Realizador luso-angolano ganha Prémio de Cultura e Artes em Angola

Carlos Conceição, realizador que nasceu na província angolana do Cunene e cresceu na cidade do Lubango e também com nacionalidade portuguesa, venceu a categoria de cinema e audiovisual.

O júri do PNCA edição 2023 justifica a atribuição do prémio, na sua deliberação a que a Lusa teve hoje acesso, pelo conjunto da obra de Carlos Conceição, destacando o filme “Nação Valente” pela abordagem “estética, cultural, histórica e pela dimensão internacional”.

“Nação Valente”, segunda longa-metragem do realizador produzida em 2022, invoca os fantasmas do passado colonial angolano, enquanto abraça o poder simbólico da cinematografia de terror.

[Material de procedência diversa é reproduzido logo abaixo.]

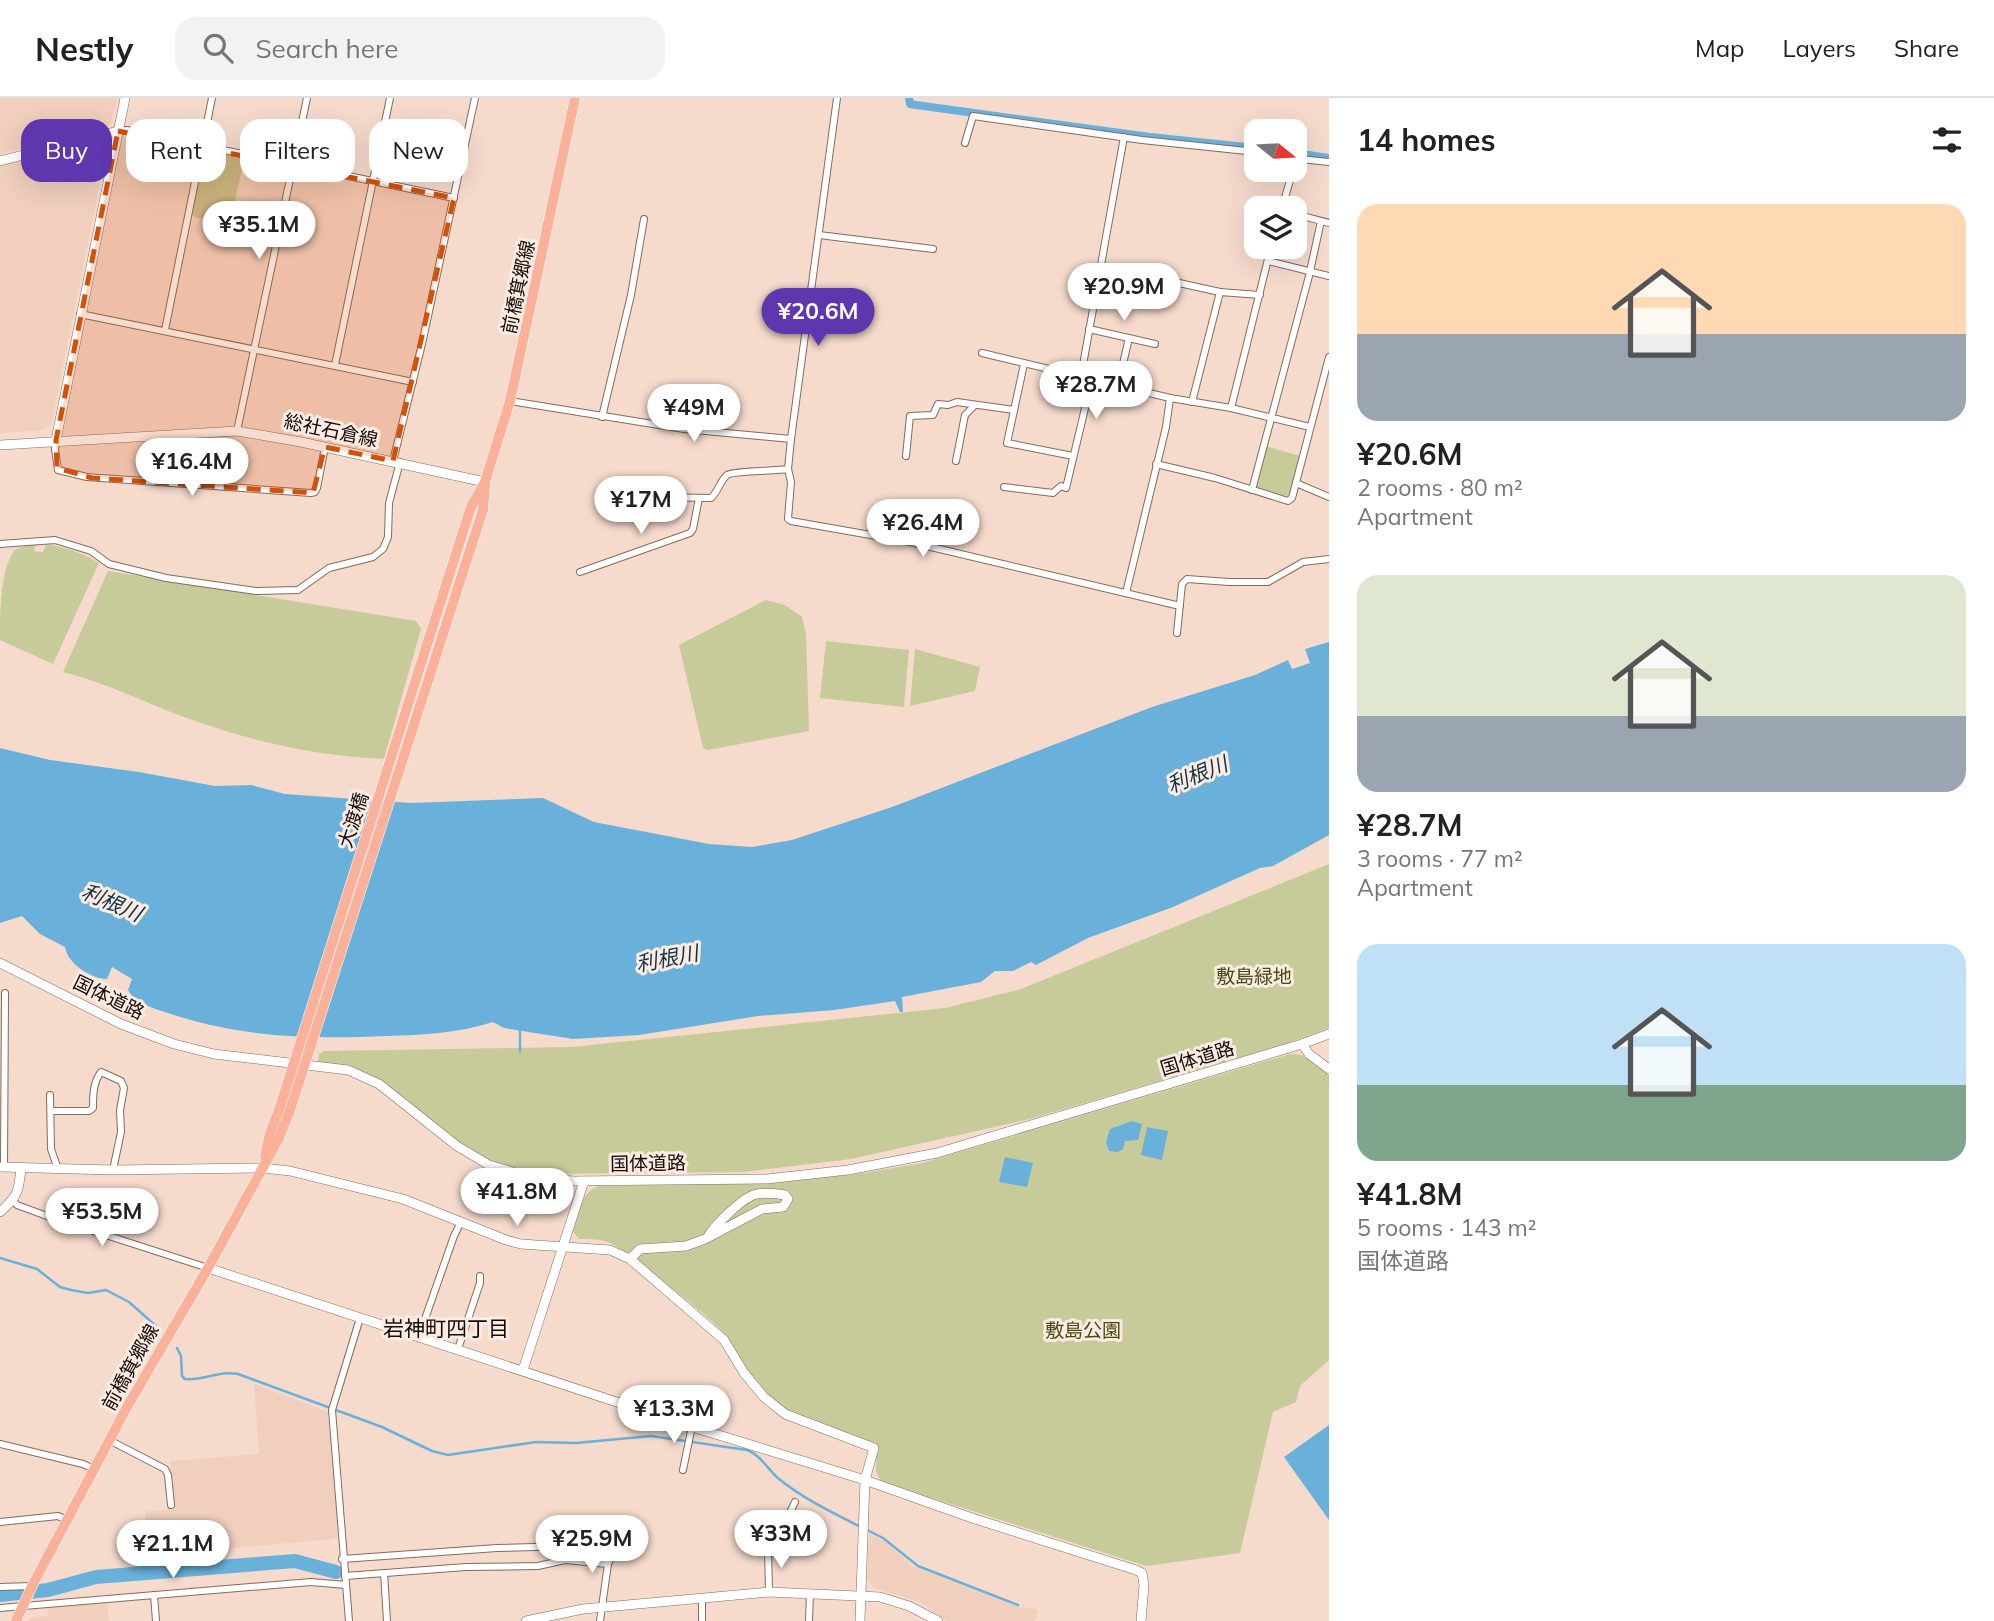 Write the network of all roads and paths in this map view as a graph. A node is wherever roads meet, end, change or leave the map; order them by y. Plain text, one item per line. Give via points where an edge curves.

Para a categoria das artes visuais e plásticas, o júri decidiu atribuir o prémio à artista angolana Ana Susana David “Kiana” pela sua obra baseada numa “constante experimentação de materiais sustentáveis que não prejudicam o meio ambiente”.

Na categoria da literatura, o distinguido foi o escritor João Tala, poeta e prosador angolano, que “se destaca pelo prestígio e fortuna crítica que a sua produção artística possui, bem como seu pensamento de valor multifacetado”, argumenta o júri.

O músico, compositor e instrumentista Miguel Francisco dos Santos Rodolfo “Kituxi”, com mais de cinquenta anos de carreira, foi galardoado na categoria de música “pelo seu percurso e contributo para a preservação dos estilos e instrumentos musicais tradicionais angolanos”.

A sua valorização e preservação do hungo, puita, kissanji, dikanza, mukindo e ngoma (instrumentos musicais tradicionais de Angola), como forma de afirmação e salvaguarda da cultura angolana também concorrem para a distinção do conhecido líder do “Agrupamento Kituxi e seus acompanhantes”.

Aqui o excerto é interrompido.